» Problem to solve: Locate each line below that includes "Hollow" and reproduce it.
-- Material for this task follows --
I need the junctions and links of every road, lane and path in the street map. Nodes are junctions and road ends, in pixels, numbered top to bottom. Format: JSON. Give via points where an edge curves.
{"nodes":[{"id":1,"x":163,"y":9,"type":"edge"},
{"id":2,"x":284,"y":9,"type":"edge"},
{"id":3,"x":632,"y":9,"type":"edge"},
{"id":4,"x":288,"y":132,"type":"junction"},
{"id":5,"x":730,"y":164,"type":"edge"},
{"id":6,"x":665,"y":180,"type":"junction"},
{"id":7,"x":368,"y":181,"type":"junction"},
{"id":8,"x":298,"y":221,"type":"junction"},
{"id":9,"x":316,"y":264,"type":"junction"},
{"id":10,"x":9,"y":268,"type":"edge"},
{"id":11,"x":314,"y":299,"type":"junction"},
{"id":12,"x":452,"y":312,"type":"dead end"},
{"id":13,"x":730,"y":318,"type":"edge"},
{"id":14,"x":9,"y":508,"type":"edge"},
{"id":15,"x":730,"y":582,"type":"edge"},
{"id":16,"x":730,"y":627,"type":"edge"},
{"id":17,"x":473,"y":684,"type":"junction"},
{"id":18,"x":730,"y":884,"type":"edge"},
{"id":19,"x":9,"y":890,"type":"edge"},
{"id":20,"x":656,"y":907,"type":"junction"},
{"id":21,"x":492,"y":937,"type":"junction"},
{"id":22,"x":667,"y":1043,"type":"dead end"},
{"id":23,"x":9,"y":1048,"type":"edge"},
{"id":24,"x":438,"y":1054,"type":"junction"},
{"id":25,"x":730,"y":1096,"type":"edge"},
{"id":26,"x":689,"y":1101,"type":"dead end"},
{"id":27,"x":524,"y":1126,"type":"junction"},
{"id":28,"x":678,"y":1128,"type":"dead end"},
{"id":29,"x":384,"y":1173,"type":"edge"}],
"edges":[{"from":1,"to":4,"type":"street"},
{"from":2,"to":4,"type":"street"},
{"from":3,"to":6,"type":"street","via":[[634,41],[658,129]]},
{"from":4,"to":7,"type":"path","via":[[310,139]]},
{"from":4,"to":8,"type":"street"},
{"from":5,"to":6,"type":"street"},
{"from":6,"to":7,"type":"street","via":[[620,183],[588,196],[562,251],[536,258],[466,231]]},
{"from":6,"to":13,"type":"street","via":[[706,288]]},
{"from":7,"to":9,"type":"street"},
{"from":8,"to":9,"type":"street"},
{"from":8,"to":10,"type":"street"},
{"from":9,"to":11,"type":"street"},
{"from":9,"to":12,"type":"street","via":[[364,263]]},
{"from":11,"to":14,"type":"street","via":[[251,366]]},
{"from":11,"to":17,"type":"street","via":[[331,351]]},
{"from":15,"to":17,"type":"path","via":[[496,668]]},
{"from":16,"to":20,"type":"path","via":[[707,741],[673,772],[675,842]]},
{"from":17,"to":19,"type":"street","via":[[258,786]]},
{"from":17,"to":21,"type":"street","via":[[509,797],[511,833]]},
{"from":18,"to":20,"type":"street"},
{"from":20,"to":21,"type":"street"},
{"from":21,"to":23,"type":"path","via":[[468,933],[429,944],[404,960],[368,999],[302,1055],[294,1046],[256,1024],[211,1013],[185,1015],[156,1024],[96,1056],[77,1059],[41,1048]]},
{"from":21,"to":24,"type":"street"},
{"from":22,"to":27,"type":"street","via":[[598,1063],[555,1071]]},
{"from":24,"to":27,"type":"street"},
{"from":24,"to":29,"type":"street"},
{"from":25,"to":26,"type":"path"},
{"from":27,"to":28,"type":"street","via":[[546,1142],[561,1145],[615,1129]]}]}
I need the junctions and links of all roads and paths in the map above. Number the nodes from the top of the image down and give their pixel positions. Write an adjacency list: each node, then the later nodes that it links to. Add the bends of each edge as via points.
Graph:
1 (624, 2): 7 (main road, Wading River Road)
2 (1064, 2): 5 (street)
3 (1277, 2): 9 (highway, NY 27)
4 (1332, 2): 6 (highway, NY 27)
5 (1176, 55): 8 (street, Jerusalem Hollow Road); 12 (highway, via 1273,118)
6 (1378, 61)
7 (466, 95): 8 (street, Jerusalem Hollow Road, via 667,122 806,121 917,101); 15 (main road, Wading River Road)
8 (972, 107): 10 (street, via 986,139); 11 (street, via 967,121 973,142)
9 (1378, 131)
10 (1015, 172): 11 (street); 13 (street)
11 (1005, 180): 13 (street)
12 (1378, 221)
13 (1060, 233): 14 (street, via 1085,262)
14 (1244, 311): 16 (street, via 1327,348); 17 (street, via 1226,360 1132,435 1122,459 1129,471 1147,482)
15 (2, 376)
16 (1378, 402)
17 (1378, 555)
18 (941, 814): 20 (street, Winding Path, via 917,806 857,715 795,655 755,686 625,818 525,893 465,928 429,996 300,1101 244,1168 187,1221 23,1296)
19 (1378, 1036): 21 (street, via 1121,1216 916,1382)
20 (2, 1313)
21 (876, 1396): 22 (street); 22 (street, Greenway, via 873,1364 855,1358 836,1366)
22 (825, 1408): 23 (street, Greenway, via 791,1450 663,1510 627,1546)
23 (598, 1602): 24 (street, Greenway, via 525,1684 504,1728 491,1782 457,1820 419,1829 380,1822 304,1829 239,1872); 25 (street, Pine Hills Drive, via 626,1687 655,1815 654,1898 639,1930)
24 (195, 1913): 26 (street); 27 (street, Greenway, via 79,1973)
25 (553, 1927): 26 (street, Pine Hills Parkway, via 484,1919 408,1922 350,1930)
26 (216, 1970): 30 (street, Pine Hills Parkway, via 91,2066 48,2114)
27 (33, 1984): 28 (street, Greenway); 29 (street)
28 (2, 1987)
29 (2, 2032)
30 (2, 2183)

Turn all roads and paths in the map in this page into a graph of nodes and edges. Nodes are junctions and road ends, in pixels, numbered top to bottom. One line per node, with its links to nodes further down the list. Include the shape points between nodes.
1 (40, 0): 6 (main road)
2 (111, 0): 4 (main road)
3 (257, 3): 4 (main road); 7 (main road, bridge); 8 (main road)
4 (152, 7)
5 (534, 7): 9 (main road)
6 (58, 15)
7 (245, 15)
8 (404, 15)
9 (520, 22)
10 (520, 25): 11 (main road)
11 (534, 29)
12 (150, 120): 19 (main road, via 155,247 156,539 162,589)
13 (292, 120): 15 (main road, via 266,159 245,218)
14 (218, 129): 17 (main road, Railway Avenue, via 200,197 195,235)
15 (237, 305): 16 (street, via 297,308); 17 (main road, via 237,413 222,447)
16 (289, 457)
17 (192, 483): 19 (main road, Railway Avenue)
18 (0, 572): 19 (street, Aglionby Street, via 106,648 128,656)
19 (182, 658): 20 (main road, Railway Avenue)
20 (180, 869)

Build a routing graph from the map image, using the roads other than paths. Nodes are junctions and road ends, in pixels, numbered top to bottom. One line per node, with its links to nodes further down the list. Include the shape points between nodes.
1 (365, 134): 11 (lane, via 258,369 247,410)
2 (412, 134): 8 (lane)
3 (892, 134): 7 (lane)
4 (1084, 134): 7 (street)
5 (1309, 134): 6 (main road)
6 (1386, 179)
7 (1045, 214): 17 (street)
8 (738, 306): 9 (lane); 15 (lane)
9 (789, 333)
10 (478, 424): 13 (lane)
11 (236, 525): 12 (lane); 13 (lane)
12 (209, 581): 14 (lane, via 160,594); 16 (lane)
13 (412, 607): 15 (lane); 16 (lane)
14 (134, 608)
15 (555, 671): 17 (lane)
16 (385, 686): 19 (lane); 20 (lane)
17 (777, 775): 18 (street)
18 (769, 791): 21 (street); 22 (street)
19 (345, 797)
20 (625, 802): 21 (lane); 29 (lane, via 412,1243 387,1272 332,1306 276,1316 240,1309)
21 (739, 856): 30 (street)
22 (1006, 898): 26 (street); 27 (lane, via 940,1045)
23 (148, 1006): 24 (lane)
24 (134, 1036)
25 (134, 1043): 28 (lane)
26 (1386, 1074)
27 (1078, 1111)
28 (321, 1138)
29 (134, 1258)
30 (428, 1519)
-- Material for this task concluded --
» Output of the exercise:
5 (1176, 55): 8 (street, Jerusalem Hollow Road); 12 (highway, via 1273,118)
7 (466, 95): 8 (street, Jerusalem Hollow Road, via 667,122 806,121 917,101); 15 (main road, Wading River Road)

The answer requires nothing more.